We used information from the 2012 Directory of Health Plans, published by Atlantic Information Services, to determine each health insurance plan’s size, type of product, and area of operation. We categorized health insurance plans by size as follows: national (5 million or more enrollees), large (1 million to <5 million enrollees), medium (250,000 to <1 million enrollees), and small (<250,000 enrollees).
We pilot-tested the survey with 5 health insurance plans to ensure that the questions appropriately addressed the topic areas and were consistently understood by health insurance plan representatives. We also used the pilot to assess terminology, comprehensiveness, and response options. The primary recommendations from the pilot were minor edits and did not involve the addition or deletion of any questions developed for the survey.
AHIP notified the CEO of each plan about the voluntary survey. The survey was then sent to the person identified at each plan by AHIP as most responsible for business continuity or emergency preparedness (eg, chief medical officer, chief information officer, or chief operating officer). As needed, CEOs were contacted to facilitate survey completion. Follow-up calls were also made to promote engagement and address any questions that health plans may have had regarding the study. We distributed the survey via e-mail, with weekly reminders, from February 28 to May 1, 2013. AHIP also precontacted plans with incomplete or unanswered surveys by phone throughout the study period.

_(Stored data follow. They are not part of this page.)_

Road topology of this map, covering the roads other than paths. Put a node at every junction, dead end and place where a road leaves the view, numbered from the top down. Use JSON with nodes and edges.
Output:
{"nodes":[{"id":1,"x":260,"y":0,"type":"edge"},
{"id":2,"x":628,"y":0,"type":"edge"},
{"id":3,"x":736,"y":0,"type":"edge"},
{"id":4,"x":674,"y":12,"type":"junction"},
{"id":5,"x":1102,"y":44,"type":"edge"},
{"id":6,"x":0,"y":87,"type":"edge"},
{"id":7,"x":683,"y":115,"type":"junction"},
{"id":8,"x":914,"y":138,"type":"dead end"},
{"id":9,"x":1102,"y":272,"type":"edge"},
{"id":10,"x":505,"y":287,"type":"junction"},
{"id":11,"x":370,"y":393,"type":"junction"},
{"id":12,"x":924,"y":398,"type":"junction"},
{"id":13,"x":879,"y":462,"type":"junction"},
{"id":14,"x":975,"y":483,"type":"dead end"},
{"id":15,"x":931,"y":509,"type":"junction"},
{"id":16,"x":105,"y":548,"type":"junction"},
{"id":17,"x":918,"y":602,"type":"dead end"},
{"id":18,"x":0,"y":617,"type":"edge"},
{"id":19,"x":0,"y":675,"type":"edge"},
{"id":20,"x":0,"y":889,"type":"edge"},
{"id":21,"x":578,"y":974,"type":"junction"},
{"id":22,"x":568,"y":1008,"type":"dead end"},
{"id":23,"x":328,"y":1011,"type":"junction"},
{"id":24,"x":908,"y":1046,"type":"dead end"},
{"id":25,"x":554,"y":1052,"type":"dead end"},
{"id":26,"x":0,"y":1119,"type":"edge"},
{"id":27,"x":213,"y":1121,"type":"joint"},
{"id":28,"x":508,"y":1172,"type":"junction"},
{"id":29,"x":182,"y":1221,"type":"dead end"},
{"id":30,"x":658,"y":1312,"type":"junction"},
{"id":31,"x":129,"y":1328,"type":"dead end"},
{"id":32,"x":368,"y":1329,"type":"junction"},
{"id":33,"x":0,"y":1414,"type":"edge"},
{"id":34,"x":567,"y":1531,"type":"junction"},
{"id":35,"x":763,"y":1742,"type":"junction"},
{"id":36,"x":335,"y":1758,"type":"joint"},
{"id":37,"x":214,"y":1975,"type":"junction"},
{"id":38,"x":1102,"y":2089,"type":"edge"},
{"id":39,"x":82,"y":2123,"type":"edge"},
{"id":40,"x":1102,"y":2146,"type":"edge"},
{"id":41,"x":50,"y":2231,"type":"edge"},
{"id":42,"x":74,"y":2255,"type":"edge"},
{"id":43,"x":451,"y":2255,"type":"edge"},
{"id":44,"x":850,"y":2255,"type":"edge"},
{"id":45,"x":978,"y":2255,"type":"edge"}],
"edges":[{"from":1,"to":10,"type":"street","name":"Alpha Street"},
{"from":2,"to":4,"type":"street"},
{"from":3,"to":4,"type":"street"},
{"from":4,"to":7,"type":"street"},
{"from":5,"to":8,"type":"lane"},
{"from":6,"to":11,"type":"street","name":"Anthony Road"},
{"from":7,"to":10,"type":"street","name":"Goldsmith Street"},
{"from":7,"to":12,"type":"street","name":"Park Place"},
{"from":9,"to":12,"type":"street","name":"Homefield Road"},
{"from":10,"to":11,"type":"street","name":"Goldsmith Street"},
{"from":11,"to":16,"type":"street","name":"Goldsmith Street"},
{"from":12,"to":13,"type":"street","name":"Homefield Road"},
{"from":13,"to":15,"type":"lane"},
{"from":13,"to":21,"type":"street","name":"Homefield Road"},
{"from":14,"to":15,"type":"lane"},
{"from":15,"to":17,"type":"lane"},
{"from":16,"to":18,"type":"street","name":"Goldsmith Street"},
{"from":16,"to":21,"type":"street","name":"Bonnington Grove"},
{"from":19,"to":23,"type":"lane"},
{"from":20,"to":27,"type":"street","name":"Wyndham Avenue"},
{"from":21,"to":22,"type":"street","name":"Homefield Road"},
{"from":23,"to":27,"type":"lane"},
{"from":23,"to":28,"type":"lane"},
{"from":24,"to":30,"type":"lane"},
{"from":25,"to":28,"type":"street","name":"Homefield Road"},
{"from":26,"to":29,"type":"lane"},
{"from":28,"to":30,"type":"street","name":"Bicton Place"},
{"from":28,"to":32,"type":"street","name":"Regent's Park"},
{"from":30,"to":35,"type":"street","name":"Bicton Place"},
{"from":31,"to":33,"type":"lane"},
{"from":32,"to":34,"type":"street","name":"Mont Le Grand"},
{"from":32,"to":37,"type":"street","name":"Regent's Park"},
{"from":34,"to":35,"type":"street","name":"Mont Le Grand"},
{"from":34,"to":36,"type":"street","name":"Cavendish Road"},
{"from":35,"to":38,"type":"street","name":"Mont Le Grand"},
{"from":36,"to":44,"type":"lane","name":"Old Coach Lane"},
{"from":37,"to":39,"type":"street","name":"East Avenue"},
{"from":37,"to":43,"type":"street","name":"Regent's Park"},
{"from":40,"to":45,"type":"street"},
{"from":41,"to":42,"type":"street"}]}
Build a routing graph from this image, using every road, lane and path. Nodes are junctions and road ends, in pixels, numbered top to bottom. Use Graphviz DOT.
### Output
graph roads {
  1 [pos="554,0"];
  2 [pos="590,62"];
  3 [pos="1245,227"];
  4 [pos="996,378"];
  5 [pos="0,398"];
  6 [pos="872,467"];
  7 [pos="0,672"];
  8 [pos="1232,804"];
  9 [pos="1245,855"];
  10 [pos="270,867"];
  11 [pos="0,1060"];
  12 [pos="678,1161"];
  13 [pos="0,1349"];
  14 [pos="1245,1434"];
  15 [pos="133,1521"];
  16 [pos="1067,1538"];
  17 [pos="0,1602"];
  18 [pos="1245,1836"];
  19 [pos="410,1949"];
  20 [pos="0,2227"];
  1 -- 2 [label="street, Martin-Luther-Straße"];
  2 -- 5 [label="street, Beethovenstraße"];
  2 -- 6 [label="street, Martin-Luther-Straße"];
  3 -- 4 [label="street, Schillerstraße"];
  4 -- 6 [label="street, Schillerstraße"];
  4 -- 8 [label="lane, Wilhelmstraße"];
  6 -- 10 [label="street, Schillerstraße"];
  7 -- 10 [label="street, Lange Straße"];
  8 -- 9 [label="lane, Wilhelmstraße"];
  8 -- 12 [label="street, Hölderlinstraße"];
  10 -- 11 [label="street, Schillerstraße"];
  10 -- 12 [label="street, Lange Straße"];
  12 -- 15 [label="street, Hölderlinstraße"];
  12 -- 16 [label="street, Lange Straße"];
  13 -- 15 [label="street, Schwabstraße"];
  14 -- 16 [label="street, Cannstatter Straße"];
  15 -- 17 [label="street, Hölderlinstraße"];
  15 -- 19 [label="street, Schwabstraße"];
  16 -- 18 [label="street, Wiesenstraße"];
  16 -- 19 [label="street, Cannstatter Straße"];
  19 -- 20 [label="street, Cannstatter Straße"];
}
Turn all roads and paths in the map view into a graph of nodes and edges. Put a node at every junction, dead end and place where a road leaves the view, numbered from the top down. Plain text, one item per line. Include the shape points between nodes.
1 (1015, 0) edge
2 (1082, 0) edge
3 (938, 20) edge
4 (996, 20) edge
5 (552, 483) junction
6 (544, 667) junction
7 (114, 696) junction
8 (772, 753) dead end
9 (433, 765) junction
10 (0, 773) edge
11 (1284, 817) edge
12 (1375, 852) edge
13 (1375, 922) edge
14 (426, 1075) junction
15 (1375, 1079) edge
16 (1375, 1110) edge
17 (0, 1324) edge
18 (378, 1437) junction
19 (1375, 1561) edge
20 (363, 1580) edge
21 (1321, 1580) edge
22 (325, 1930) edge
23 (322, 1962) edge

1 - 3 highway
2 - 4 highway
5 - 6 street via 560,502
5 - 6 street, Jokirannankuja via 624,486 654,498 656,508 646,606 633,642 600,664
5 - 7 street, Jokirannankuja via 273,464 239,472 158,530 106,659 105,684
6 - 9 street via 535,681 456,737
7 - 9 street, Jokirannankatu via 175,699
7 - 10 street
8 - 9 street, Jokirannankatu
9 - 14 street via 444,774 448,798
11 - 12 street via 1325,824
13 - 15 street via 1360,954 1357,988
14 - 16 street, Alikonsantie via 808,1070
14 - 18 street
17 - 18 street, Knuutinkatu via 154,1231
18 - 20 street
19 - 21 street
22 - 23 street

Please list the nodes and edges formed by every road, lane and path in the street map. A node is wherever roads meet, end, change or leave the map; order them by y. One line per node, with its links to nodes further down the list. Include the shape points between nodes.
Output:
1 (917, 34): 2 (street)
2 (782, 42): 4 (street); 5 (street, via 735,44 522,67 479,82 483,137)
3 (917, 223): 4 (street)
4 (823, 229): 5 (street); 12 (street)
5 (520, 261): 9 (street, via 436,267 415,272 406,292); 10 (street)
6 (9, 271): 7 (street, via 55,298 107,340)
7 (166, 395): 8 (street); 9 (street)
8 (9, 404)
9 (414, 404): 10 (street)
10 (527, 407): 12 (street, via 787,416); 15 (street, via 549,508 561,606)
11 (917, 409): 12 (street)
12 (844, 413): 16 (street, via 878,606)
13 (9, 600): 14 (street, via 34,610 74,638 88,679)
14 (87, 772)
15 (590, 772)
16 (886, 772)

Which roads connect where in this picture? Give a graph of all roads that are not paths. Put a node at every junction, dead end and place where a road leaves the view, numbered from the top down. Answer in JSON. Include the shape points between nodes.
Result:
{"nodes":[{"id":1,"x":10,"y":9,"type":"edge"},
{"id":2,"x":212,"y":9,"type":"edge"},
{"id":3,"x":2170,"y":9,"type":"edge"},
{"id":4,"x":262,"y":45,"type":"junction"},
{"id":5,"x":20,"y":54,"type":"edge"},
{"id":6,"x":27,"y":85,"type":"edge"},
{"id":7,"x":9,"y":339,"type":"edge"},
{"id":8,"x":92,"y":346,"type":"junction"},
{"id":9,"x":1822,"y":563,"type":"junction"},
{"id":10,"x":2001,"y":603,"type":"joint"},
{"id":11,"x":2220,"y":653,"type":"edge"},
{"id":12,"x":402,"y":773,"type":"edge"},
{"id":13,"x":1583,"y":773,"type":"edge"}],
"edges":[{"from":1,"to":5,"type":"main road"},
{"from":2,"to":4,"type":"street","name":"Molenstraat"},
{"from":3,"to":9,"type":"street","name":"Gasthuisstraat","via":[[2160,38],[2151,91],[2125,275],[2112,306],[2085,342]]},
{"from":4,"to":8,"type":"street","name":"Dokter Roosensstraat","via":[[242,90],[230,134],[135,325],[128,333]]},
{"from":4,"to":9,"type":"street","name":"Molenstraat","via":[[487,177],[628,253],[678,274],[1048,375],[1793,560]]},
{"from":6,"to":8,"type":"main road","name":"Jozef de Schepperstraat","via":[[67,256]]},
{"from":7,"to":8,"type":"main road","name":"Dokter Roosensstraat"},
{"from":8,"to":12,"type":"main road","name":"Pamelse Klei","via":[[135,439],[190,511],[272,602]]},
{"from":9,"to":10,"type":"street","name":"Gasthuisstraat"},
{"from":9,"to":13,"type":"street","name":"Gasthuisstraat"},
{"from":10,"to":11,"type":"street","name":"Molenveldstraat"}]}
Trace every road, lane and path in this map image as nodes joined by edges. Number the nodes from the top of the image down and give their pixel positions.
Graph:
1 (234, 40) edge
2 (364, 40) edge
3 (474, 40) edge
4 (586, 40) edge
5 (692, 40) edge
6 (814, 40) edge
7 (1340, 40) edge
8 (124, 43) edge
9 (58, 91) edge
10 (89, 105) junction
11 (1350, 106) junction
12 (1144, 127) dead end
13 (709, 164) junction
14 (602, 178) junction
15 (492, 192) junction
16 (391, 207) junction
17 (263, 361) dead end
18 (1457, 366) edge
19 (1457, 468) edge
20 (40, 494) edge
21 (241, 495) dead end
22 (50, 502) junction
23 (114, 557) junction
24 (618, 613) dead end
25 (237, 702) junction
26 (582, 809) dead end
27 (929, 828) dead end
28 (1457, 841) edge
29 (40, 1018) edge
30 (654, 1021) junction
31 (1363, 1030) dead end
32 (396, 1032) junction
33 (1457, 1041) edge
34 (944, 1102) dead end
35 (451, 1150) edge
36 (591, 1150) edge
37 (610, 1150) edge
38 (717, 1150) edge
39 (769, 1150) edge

We calculated summary statistics and conducted bivariate analyses for key questions. To evaluate differences in responses by plan size, we used the χ2 test for differences among more than 2 proportions with (the application of) the finite population correction factor and Yates’ correction for continuity, as appropriate (ie, when >20% of cells had <5 count). All analyses were conducted using SAS 9.2 (Cary, North Carolina).
Of the 137 health plan members of AHIP, we received responses from 86 (63%). These 86 plans represent 81% of national private health plan enrollment and provide coverage for 190.6 million members across the United States. The responding plans varied by size, with the highest response rates from national (100%) and large plans (86%) compared with small plans (46%). We describe our major findings in .
All responding health plans had business continuity plans in place. Nearly all plans, regardless of size, reported having plans for business interruptions due to loss of critical infrastructure (eg, emergency power generators) or technical infrastructure (eg, information technology software or communication networks). Although there was variability by health plan size, most plans reported having emergency teams (85%) and emergency personnel (emergency recovery teams, 81%; disaster/emergency manager, 72%). Additionally, 59% reported having physical spaces (eg, emergency operations centers) for managing emergencies, and 40% reported having an emergency call center.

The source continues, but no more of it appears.